Here's the Torygraph's obit:

http://www.telegraph.co.uk/news/worldnew...ed-91.html

Conor Cruise O'Brien dies aged 91

Quote:Conor Cruise O'Brien, the colourful former Irish government minister and journalist, has died at the age of 91.

A man known for championing unpopular causes, he was a strident critic of republicanism and opposed power-sharing deals in Northern Ireland.

"Conor Cruise O'Brien was blessed with a strong intellect, and he was a man of strong convictions," said Taoiseach Brian Cowen, leader of the Fianna Fail party with which Cruise O'Brien regularly clashed.

"His political views were not always in accordance with those of my own party over the years, but I never doubted his sincerity or his commitment to a better and more peaceful Ireland."

Cruise O'Brien, a history and literature graduate of Trinity College, first gained fame in his early 40s when he served as a senior United Nations diplomat seeking a solution to civil war in the Congo in 1961. He resigned within the year – after repeatedly clashing on policy issues with his UN superiors – to write To Katanga and Back, a classic expose on UN bureaucracy and weakness.

He served as chancellor of the University of Ghana from 1962 to 1965, lectured in humanities at New York University from 1965 to 1969, then returned to Ireland to launch his political career with the Labour Party, the left-wing also-rans of Irish politics.

From the start, Cruise O'Brien bitterly opposed the rise of the IRA. He frequently wrote that the Republic of Ireland, with its Catholic ethos, must abandon romanticised support for IRA rebels and come to respect – and champion the rights – of the Protestant majority in the north.

To many, Cruise O'Brien destroyed his liberal credentials when, as minister for posts and telegraphs from 1973 to 1977 during the Fine Gael-Labour coalition, he championed a censorship law banning IRA members or supporters from Irish airwaves. Cruise O'Brien defended the move on the grounds that the IRA represented a threat to the legitimate governments of both parts of Ireland.

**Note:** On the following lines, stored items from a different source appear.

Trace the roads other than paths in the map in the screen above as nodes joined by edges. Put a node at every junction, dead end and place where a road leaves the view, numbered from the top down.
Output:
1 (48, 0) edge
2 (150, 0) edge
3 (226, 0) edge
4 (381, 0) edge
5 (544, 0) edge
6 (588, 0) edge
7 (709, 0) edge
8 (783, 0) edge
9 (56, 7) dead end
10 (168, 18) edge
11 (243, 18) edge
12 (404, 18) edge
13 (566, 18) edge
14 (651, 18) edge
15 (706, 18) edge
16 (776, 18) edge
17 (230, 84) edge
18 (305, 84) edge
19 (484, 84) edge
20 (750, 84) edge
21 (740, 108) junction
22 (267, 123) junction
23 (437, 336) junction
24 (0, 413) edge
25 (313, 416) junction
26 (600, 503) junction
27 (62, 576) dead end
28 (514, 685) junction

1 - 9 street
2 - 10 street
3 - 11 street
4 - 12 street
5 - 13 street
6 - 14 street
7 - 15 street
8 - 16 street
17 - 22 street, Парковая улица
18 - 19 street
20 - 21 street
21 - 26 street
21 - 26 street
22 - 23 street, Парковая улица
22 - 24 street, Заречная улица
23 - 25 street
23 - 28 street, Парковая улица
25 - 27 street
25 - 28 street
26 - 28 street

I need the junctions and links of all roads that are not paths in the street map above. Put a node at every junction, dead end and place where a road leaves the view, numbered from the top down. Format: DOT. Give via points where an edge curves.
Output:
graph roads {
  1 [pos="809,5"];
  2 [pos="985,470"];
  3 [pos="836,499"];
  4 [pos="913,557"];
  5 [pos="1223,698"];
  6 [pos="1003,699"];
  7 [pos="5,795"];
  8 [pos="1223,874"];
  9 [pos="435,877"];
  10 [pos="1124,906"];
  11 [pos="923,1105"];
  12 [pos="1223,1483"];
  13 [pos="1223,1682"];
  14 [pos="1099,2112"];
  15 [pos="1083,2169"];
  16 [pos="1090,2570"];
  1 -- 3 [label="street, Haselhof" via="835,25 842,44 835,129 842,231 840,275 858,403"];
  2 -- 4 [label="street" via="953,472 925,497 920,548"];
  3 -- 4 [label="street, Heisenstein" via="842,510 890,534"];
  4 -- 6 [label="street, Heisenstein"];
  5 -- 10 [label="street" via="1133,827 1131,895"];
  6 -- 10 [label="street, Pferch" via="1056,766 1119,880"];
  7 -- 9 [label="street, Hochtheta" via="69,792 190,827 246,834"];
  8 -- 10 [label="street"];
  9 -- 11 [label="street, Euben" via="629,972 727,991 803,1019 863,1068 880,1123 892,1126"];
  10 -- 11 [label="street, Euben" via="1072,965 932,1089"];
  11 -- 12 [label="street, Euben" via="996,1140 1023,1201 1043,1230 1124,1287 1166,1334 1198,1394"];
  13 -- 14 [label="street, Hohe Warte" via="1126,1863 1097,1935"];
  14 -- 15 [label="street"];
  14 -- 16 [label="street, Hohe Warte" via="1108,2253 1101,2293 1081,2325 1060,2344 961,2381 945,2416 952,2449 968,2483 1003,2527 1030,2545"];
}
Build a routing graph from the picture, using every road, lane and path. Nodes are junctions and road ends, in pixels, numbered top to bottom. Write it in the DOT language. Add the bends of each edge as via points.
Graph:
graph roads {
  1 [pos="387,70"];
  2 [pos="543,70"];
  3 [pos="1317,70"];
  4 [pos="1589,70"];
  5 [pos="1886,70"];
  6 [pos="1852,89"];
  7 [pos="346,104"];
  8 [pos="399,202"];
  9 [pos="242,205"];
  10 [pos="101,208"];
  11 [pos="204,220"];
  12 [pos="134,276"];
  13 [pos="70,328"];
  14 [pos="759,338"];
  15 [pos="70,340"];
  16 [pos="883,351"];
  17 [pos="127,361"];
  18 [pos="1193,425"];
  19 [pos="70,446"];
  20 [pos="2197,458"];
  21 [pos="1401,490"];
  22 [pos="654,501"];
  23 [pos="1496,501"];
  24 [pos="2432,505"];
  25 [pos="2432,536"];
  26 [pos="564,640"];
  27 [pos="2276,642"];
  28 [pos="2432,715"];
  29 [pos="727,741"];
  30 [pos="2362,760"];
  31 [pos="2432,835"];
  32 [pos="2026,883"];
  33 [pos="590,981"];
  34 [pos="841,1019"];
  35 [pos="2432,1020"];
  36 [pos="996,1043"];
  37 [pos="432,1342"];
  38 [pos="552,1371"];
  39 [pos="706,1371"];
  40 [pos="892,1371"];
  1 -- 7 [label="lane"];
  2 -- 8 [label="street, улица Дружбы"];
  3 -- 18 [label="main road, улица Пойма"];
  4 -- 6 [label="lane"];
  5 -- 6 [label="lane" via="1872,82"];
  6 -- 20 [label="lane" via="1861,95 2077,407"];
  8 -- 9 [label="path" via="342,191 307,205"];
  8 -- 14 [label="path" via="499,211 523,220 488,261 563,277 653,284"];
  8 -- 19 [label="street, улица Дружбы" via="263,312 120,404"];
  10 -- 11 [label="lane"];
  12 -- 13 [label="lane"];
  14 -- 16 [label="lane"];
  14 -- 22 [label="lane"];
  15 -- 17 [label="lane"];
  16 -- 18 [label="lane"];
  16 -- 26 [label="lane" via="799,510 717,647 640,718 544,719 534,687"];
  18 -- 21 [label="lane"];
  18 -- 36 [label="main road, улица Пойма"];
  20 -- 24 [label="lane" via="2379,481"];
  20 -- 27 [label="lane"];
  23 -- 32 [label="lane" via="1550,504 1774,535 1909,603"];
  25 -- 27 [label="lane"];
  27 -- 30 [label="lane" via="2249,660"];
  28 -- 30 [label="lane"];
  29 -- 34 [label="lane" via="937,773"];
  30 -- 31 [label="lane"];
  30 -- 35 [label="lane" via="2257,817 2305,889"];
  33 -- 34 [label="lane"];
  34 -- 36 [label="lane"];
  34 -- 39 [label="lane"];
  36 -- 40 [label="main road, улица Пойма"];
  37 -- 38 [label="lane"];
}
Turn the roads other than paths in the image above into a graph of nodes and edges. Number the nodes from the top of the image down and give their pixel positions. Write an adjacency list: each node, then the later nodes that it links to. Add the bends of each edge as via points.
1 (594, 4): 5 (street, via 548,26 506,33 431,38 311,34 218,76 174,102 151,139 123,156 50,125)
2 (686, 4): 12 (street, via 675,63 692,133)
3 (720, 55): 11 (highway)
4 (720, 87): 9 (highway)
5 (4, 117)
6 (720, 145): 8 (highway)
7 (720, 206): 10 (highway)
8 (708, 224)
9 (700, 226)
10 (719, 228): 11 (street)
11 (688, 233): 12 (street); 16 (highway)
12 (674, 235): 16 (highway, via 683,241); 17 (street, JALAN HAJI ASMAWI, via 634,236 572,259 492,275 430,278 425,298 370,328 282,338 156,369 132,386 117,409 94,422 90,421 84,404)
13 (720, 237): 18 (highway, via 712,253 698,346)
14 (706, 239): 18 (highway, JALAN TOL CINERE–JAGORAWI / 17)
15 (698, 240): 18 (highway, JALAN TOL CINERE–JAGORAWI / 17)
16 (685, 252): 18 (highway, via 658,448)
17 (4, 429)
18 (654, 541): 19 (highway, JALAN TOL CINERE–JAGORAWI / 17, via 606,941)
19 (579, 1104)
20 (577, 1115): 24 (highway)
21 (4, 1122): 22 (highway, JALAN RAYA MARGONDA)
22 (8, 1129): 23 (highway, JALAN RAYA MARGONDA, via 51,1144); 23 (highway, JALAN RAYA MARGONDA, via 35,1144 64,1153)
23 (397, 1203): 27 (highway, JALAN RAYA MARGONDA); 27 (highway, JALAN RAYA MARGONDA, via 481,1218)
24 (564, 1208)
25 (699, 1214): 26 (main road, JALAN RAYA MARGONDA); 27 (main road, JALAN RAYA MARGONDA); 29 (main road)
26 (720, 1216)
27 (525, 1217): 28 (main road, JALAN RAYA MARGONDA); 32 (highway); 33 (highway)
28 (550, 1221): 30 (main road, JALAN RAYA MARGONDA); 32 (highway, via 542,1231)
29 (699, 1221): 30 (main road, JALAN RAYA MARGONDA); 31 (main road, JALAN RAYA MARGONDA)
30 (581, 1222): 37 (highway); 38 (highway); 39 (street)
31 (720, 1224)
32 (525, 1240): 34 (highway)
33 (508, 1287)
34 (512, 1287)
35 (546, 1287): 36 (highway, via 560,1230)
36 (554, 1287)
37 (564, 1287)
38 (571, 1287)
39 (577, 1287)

When he lost his parliamentary seat in 1977, Cruise O'Brien became editor-in-chief of The Observer in Britain, but was forced out within three years after criticising the paper's ownership.

Cruise O'Brien swam against the tide of Northern Ireland's 1990s peace process, arguing against offering concessions to the IRA in exchange for its ceasefires. When power-sharing between Protestants and Sinn Fein fell apart in 2002, he expressed vindication. "I'm glad to see this bloody thing crash. It's been a horrible fraud," he said.

Cruise O'Brien had faded from public life since suffering a stroke in 1998 and several broken bones in a 2007 fall. He died at his home overlooking Dublin Bay.

He is survived by his second wife Maire, two sons and two daughters.


Odd how opposition to the Warren Report absurdity is routinely removed from mainstream biogs and obits.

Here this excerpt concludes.